▸ TO DO: Below are records to repeat exactly. Omit the pictures from the copy.
──────── MATERIAL PROVIDED
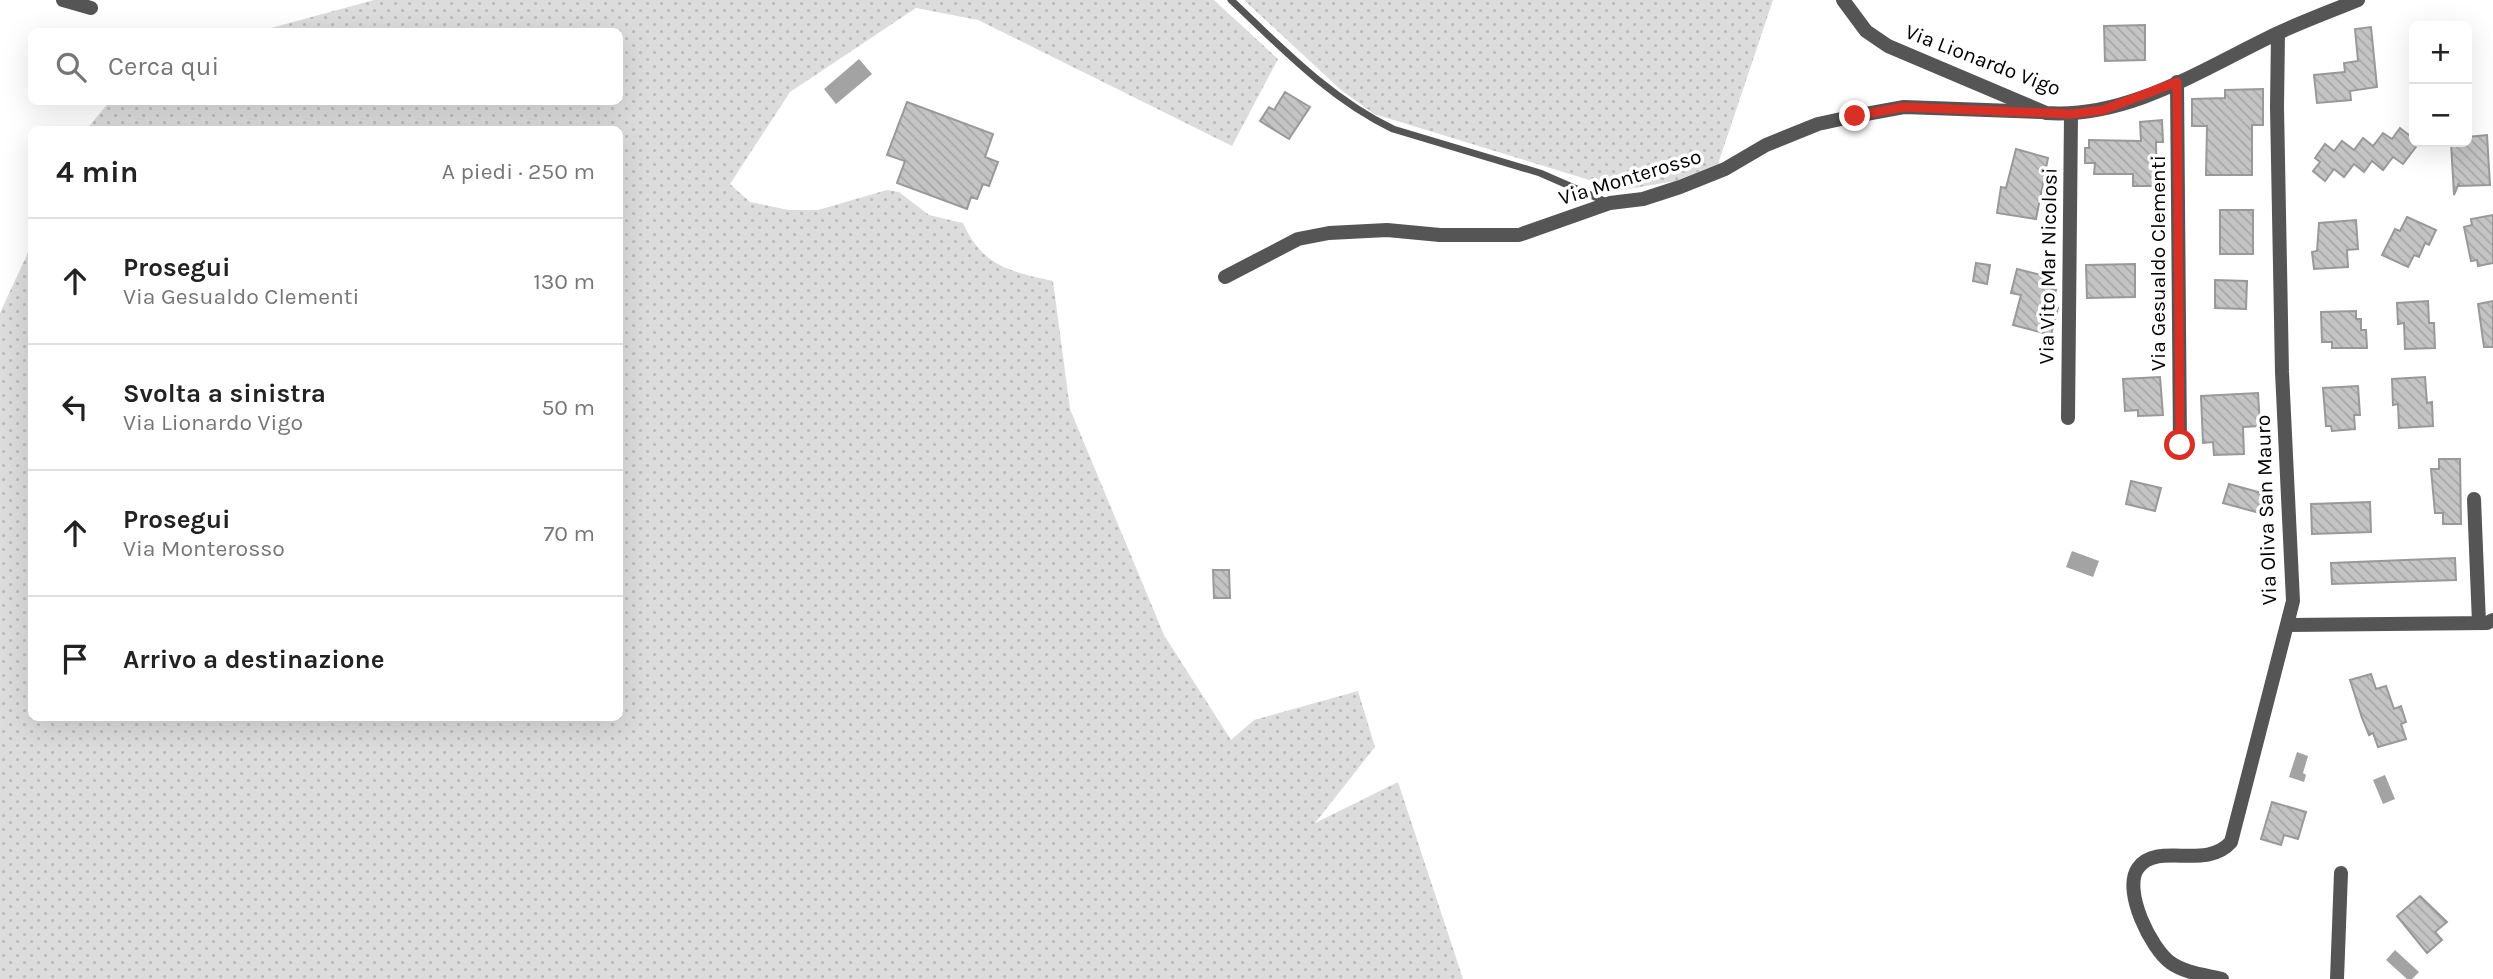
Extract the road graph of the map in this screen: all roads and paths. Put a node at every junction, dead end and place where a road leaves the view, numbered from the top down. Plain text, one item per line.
1 (63, 0) edge
2 (1231, 0) edge
3 (1843, 0) edge
4 (2358, 0) edge
5 (91, 8) dead end
6 (2278, 33) junction
7 (2177, 82) junction
8 (2046, 113) junction
9 (2071, 114) junction
10 (1610, 203) junction
11 (1225, 277) dead end
12 (2068, 418) dead end
13 (2180, 445) dead end
14 (2474, 499) dead end
15 (2486, 621) edge
16 (2288, 625) junction
17 (2341, 873) dead end
18 (2222, 979) edge
19 (2337, 979) edge

1 - 5 street
2 - 10 lane
3 - 8 street, Via Lionardo Vigo
4 - 6 street, Via Lionardo Vigo
6 - 7 street, Via Lionardo Vigo
6 - 16 street, Via Oliva San Mauro
7 - 9 street, Via Lionardo Vigo
7 - 13 street, Via Gesualdo Clementi
8 - 9 street, Via Lionardo Vigo
8 - 10 street, Via Monterosso
9 - 12 street, Via Vito Mar Nicolosi
10 - 11 street, Via Monterosso
14 - 15 street
15 - 16 street
16 - 18 street, Via Oliva San Mauro
17 - 19 street

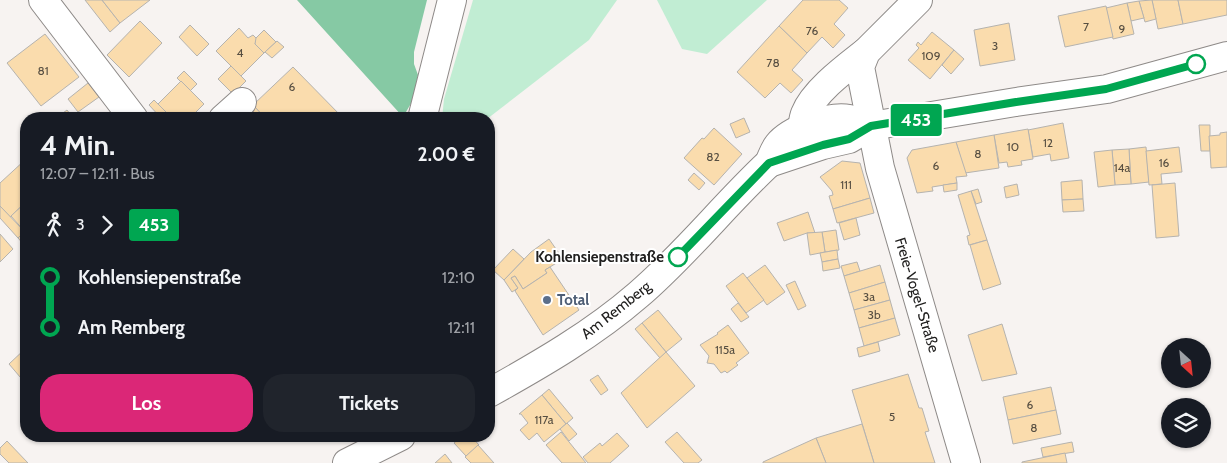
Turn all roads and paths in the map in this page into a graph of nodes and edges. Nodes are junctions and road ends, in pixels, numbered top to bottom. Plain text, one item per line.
────────────────
▸ ANSWER SECTION:
Extract the road graph of the map in this screen: all roads and paths. Put a node at every junction, dead end and place where a road leaves the view, numbered from the top down. Plain text, one item per line.
1 (63, 0) edge
2 (1231, 0) edge
3 (1843, 0) edge
4 (2358, 0) edge
5 (91, 8) dead end
6 (2278, 33) junction
7 (2177, 82) junction
8 (2046, 113) junction
9 (2071, 114) junction
10 (1610, 203) junction
11 (1225, 277) dead end
12 (2068, 418) dead end
13 (2180, 445) dead end
14 (2474, 499) dead end
15 (2486, 621) edge
16 (2288, 625) junction
17 (2341, 873) dead end
18 (2222, 979) edge
19 (2337, 979) edge

1 - 5 street
2 - 10 lane
3 - 8 street, Via Lionardo Vigo
4 - 6 street, Via Lionardo Vigo
6 - 7 street, Via Lionardo Vigo
6 - 16 street, Via Oliva San Mauro
7 - 9 street, Via Lionardo Vigo
7 - 13 street, Via Gesualdo Clementi
8 - 9 street, Via Lionardo Vigo
8 - 10 street, Via Monterosso
9 - 12 street, Via Vito Mar Nicolosi
10 - 11 street, Via Monterosso
14 - 15 street
15 - 16 street
16 - 18 street, Via Oliva San Mauro
17 - 19 street

Turn all roads and paths in the map in this page into a graph of nodes and edges. Nodes are junctions and road ends, in pixels, numbered top to bottom. Plain text, one item per line.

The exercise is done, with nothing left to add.